Task to complete -
The required response is the number of lines in the entries that include the word "Radial", with nothing added.

----------------

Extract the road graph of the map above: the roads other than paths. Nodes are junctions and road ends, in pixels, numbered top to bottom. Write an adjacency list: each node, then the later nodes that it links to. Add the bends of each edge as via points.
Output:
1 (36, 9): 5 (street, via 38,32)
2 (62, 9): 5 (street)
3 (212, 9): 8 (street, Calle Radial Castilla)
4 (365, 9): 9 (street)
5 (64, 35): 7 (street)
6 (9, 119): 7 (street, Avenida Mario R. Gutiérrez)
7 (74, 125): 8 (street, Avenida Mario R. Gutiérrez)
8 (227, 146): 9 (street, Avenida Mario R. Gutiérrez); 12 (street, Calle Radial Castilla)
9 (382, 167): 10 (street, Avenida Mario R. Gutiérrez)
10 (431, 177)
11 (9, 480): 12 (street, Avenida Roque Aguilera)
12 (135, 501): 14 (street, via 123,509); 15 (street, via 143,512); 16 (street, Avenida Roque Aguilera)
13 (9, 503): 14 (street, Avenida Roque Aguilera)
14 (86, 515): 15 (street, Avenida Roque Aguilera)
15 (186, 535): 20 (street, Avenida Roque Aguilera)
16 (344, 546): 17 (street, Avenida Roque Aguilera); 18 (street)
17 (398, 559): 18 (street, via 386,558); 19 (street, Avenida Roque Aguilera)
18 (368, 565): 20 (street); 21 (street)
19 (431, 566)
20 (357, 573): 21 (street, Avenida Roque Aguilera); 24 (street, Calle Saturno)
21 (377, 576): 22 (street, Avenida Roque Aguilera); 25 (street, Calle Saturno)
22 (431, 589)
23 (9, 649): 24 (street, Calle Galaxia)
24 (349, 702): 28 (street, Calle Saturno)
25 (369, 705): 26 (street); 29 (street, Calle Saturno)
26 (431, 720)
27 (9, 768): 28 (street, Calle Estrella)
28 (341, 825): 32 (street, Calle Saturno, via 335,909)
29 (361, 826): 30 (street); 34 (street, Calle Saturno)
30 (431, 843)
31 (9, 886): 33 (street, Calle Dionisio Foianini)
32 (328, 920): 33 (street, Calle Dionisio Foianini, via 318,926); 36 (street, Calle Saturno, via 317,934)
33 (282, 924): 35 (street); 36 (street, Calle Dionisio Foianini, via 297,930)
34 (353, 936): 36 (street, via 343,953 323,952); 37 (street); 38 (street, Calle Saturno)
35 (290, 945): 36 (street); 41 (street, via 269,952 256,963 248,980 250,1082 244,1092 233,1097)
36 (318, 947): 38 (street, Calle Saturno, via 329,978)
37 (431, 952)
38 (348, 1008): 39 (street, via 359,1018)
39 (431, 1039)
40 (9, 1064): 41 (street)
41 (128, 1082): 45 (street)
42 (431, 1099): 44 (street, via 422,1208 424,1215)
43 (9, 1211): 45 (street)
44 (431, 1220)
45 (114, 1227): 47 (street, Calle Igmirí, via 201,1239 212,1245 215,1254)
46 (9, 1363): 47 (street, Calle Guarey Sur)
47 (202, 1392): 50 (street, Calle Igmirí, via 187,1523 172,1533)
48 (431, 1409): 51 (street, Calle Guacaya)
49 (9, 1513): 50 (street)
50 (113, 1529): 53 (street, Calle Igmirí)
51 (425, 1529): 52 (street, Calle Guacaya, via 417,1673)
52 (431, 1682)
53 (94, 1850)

----------------

The completed task -
2